*Problem*
Output the data verbatim, with nothing added or dropped.
[[ Material for this task open ]]
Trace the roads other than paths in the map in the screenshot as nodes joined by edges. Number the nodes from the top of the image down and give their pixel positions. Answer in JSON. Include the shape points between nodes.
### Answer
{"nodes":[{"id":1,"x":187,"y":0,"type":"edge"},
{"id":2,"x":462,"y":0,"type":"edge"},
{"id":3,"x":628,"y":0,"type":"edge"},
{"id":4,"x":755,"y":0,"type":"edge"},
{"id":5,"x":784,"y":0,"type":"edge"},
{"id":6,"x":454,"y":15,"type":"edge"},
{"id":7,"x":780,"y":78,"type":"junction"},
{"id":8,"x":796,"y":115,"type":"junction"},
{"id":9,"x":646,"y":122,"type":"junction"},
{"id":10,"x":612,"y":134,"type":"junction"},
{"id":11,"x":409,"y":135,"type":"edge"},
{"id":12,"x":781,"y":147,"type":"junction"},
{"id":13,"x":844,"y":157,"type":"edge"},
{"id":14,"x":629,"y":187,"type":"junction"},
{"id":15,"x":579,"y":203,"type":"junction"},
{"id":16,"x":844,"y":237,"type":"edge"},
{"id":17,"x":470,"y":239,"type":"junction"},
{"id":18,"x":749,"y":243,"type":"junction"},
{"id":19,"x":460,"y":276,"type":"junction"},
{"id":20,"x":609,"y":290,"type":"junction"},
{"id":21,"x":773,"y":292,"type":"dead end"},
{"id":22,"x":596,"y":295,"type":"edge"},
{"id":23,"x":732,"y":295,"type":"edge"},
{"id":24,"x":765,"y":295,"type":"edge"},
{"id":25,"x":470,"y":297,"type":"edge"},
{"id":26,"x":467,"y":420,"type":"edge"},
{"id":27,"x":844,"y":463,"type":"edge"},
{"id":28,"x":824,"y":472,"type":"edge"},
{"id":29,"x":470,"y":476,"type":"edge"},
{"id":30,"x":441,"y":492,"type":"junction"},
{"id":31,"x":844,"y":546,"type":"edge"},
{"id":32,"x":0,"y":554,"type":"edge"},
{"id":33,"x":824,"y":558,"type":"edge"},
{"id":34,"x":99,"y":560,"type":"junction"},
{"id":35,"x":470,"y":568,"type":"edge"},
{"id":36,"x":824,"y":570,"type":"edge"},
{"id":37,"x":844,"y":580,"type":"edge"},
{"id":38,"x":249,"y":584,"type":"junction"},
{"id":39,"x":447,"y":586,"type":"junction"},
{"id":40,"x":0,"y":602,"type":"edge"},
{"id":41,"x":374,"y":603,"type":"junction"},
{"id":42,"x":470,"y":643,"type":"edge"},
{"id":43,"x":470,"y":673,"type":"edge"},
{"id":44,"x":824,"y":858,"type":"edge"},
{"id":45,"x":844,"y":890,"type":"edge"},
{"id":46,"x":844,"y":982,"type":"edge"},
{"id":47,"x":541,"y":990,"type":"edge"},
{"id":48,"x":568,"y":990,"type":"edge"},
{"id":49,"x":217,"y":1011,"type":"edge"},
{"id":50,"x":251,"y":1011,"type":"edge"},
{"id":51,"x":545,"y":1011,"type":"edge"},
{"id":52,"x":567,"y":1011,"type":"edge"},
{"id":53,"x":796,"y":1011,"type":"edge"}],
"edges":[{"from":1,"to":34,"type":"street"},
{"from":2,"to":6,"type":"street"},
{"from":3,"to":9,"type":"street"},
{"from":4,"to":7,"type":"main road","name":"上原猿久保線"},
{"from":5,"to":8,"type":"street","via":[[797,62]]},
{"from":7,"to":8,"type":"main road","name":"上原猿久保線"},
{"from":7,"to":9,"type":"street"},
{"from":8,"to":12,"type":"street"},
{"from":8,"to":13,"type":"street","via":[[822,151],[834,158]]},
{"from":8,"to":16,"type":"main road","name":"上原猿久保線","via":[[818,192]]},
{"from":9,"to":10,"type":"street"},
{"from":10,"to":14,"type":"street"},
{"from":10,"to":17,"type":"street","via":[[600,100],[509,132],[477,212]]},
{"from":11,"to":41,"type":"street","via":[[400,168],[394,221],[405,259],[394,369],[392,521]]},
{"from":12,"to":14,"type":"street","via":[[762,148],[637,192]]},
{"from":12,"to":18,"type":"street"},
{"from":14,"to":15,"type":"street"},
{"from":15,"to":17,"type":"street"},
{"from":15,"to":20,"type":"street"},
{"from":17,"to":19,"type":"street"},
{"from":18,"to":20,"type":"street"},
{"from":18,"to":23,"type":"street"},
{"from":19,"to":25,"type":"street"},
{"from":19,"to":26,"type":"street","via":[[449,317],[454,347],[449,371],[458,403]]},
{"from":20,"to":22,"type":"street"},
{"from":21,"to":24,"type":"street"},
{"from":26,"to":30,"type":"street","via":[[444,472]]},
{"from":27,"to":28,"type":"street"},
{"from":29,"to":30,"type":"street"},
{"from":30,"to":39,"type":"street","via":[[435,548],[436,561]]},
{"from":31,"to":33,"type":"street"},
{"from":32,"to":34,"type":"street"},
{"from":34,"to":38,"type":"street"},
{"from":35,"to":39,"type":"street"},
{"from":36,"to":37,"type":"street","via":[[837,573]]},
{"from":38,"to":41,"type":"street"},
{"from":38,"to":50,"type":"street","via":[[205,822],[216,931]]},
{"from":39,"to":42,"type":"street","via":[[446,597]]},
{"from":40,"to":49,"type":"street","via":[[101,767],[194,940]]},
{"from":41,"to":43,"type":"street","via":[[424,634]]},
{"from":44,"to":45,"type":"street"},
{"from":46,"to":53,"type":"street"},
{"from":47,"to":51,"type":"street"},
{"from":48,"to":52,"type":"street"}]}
[[ Material for this task closed ]]
*Solution to this task*
Trace the roads other than paths in the map in the screenshot as nodes joined by edges. Number the nodes from the top of the image down and give their pixel positions. Answer in JSON. Include the shape points between nodes.
### Answer
{"nodes":[{"id":1,"x":187,"y":0,"type":"edge"},
{"id":2,"x":462,"y":0,"type":"edge"},
{"id":3,"x":628,"y":0,"type":"edge"},
{"id":4,"x":755,"y":0,"type":"edge"},
{"id":5,"x":784,"y":0,"type":"edge"},
{"id":6,"x":454,"y":15,"type":"edge"},
{"id":7,"x":780,"y":78,"type":"junction"},
{"id":8,"x":796,"y":115,"type":"junction"},
{"id":9,"x":646,"y":122,"type":"junction"},
{"id":10,"x":612,"y":134,"type":"junction"},
{"id":11,"x":409,"y":135,"type":"edge"},
{"id":12,"x":781,"y":147,"type":"junction"},
{"id":13,"x":844,"y":157,"type":"edge"},
{"id":14,"x":629,"y":187,"type":"junction"},
{"id":15,"x":579,"y":203,"type":"junction"},
{"id":16,"x":844,"y":237,"type":"edge"},
{"id":17,"x":470,"y":239,"type":"junction"},
{"id":18,"x":749,"y":243,"type":"junction"},
{"id":19,"x":460,"y":276,"type":"junction"},
{"id":20,"x":609,"y":290,"type":"junction"},
{"id":21,"x":773,"y":292,"type":"dead end"},
{"id":22,"x":596,"y":295,"type":"edge"},
{"id":23,"x":732,"y":295,"type":"edge"},
{"id":24,"x":765,"y":295,"type":"edge"},
{"id":25,"x":470,"y":297,"type":"edge"},
{"id":26,"x":467,"y":420,"type":"edge"},
{"id":27,"x":844,"y":463,"type":"edge"},
{"id":28,"x":824,"y":472,"type":"edge"},
{"id":29,"x":470,"y":476,"type":"edge"},
{"id":30,"x":441,"y":492,"type":"junction"},
{"id":31,"x":844,"y":546,"type":"edge"},
{"id":32,"x":0,"y":554,"type":"edge"},
{"id":33,"x":824,"y":558,"type":"edge"},
{"id":34,"x":99,"y":560,"type":"junction"},
{"id":35,"x":470,"y":568,"type":"edge"},
{"id":36,"x":824,"y":570,"type":"edge"},
{"id":37,"x":844,"y":580,"type":"edge"},
{"id":38,"x":249,"y":584,"type":"junction"},
{"id":39,"x":447,"y":586,"type":"junction"},
{"id":40,"x":0,"y":602,"type":"edge"},
{"id":41,"x":374,"y":603,"type":"junction"},
{"id":42,"x":470,"y":643,"type":"edge"},
{"id":43,"x":470,"y":673,"type":"edge"},
{"id":44,"x":824,"y":858,"type":"edge"},
{"id":45,"x":844,"y":890,"type":"edge"},
{"id":46,"x":844,"y":982,"type":"edge"},
{"id":47,"x":541,"y":990,"type":"edge"},
{"id":48,"x":568,"y":990,"type":"edge"},
{"id":49,"x":217,"y":1011,"type":"edge"},
{"id":50,"x":251,"y":1011,"type":"edge"},
{"id":51,"x":545,"y":1011,"type":"edge"},
{"id":52,"x":567,"y":1011,"type":"edge"},
{"id":53,"x":796,"y":1011,"type":"edge"}],
"edges":[{"from":1,"to":34,"type":"street"},
{"from":2,"to":6,"type":"street"},
{"from":3,"to":9,"type":"street"},
{"from":4,"to":7,"type":"main road","name":"上原猿久保線"},
{"from":5,"to":8,"type":"street","via":[[797,62]]},
{"from":7,"to":8,"type":"main road","name":"上原猿久保線"},
{"from":7,"to":9,"type":"street"},
{"from":8,"to":12,"type":"street"},
{"from":8,"to":13,"type":"street","via":[[822,151],[834,158]]},
{"from":8,"to":16,"type":"main road","name":"上原猿久保線","via":[[818,192]]},
{"from":9,"to":10,"type":"street"},
{"from":10,"to":14,"type":"street"},
{"from":10,"to":17,"type":"street","via":[[600,100],[509,132],[477,212]]},
{"from":11,"to":41,"type":"street","via":[[400,168],[394,221],[405,259],[394,369],[392,521]]},
{"from":12,"to":14,"type":"street","via":[[762,148],[637,192]]},
{"from":12,"to":18,"type":"street"},
{"from":14,"to":15,"type":"street"},
{"from":15,"to":17,"type":"street"},
{"from":15,"to":20,"type":"street"},
{"from":17,"to":19,"type":"street"},
{"from":18,"to":20,"type":"street"},
{"from":18,"to":23,"type":"street"},
{"from":19,"to":25,"type":"street"},
{"from":19,"to":26,"type":"street","via":[[449,317],[454,347],[449,371],[458,403]]},
{"from":20,"to":22,"type":"street"},
{"from":21,"to":24,"type":"street"},
{"from":26,"to":30,"type":"street","via":[[444,472]]},
{"from":27,"to":28,"type":"street"},
{"from":29,"to":30,"type":"street"},
{"from":30,"to":39,"type":"street","via":[[435,548],[436,561]]},
{"from":31,"to":33,"type":"street"},
{"from":32,"to":34,"type":"street"},
{"from":34,"to":38,"type":"street"},
{"from":35,"to":39,"type":"street"},
{"from":36,"to":37,"type":"street","via":[[837,573]]},
{"from":38,"to":41,"type":"street"},
{"from":38,"to":50,"type":"street","via":[[205,822],[216,931]]},
{"from":39,"to":42,"type":"street","via":[[446,597]]},
{"from":40,"to":49,"type":"street","via":[[101,767],[194,940]]},
{"from":41,"to":43,"type":"street","via":[[424,634]]},
{"from":44,"to":45,"type":"street"},
{"from":46,"to":53,"type":"street"},
{"from":47,"to":51,"type":"street"},
{"from":48,"to":52,"type":"street"}]}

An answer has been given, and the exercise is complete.